In the last eight months, ICE has dramatically narrowed the scope of who it is targeting for arrest and deportation. “Our own research has shown in the past, you could issue federal government directives, but it would not get implemented at the local level, [but] they have managed to get these priorities brought in at the local level,” Chishti says. “It is really working in reality, which means both arrests and deportations and detentions have gone down in the interior of the country” — if not at the border. 

“All of this, frankly, has gotten no attention,” Chishti says. 

When thousands of Haitain migrants are huddled under the Del Rio bridge, and others are being herded in that direction by whip-toting border patrol agents, it’s hard to muster enthusiasm about new language working its way through the glacial federal rule-making process thousands of miles away. (On Thursday, in response to the widespread outrage, border patrol temporarily suspended the horse patrols.)

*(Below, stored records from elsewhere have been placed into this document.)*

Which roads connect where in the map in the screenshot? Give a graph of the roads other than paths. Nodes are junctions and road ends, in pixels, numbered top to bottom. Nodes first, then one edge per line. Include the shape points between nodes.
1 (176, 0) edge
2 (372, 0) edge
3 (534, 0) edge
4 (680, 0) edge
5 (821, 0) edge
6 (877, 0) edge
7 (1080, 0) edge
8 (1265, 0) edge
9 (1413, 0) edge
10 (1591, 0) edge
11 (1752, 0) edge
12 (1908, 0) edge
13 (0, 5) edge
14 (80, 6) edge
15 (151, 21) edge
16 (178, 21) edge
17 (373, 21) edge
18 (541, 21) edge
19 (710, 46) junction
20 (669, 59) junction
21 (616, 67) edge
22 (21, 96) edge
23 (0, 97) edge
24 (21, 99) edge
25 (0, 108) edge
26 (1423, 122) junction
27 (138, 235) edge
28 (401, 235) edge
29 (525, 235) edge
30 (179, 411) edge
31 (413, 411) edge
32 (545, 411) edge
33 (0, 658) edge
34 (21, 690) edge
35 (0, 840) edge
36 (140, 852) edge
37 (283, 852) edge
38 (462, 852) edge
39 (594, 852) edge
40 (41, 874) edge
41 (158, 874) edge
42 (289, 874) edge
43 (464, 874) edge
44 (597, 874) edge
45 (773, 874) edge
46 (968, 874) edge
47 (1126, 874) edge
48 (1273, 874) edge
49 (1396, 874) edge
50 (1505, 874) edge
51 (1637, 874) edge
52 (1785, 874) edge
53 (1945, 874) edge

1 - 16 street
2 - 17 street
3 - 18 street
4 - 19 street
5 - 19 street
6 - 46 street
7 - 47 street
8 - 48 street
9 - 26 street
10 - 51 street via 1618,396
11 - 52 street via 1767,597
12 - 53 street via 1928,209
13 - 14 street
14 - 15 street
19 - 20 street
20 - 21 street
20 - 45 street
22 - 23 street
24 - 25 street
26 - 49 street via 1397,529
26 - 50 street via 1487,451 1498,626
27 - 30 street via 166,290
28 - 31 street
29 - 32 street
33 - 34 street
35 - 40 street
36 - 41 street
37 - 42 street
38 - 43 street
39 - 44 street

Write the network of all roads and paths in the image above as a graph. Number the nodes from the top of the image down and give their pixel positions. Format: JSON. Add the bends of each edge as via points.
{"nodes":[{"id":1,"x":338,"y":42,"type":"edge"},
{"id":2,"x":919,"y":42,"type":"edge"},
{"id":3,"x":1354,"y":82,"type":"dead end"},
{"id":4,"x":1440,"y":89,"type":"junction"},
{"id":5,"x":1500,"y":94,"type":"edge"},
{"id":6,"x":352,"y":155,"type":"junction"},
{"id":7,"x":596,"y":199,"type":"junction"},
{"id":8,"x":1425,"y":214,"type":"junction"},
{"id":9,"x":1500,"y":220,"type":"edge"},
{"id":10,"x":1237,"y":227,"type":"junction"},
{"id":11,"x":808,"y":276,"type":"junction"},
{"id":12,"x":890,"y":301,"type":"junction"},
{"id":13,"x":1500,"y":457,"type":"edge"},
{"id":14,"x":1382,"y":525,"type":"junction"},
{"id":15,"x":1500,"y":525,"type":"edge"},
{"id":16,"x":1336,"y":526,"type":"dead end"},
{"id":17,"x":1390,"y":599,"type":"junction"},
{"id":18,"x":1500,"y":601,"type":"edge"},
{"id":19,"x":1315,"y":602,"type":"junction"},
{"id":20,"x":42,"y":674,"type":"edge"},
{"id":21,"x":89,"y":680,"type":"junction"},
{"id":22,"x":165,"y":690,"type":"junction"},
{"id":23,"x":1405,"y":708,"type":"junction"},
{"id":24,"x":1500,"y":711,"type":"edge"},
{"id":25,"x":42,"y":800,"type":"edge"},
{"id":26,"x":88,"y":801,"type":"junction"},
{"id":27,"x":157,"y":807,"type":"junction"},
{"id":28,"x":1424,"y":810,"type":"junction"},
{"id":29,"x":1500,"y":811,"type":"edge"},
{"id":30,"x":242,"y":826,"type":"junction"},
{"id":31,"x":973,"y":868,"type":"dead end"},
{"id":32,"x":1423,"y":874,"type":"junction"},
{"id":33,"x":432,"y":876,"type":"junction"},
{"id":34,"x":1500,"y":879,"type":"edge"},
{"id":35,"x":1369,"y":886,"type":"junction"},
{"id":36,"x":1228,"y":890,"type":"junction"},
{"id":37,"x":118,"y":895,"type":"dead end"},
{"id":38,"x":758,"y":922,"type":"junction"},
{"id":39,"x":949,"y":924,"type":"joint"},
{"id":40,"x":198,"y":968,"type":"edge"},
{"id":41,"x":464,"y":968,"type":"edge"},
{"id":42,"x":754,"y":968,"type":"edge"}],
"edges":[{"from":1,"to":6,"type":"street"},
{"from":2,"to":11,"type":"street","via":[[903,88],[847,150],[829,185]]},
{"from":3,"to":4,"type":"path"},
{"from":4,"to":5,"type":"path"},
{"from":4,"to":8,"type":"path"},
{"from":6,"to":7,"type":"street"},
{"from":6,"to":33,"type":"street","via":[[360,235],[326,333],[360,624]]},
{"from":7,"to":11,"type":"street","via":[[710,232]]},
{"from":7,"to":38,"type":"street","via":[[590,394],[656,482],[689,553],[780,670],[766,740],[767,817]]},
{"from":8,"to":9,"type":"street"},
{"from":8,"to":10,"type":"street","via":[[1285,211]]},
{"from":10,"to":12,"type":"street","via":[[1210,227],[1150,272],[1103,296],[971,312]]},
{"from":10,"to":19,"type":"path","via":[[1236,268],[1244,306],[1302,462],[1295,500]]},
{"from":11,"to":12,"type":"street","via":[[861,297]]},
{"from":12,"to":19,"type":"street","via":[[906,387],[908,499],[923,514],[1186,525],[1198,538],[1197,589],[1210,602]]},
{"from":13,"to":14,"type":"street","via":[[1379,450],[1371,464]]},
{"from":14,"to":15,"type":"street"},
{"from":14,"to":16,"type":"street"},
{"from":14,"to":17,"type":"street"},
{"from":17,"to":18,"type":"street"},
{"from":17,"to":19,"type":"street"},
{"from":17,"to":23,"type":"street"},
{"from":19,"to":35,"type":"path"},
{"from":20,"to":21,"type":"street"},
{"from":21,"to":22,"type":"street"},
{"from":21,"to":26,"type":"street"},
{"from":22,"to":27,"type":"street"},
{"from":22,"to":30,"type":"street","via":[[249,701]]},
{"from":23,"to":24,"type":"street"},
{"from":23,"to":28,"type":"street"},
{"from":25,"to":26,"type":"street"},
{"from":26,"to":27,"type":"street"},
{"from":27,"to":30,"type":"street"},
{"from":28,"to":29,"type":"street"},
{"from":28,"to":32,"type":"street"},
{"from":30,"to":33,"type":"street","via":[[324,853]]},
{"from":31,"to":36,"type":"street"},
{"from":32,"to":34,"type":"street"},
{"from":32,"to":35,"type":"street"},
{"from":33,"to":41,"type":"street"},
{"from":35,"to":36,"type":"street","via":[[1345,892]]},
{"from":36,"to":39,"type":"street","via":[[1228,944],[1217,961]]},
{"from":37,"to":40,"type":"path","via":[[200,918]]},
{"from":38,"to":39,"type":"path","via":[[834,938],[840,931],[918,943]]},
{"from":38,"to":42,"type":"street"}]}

Meanwhile, inside ICE facilities, as Golding says, the shift between administrations is almost imperceptible — until suddenly it isn’t. “Once Biden became president, a lot of people thought, ‘Oh, we’re about to go home,’” Golding says. That didn’t happen right away. 

But, Golding, who began studying as a paralegal when he was locked up 15 years ago and has become an informal legal advocate for some fellow detainees, concedes, eventually, a lot of people did go home. Golding, who contracted Covid while in detention and became an outspoken advocate to improve conditions inside the facilities, may have even been one of them, though he can’t say for sure. He says he wasn’t given any justification for his release in April. As abruptly as Golding was yanked into ICE custody, he was spit out: dropped off on a street corner one Friday, five years and three presidents later — an example of both the abject failures of the immigration system and also, maybe, a sign that, somewhere, the gears are grinding in the right direction.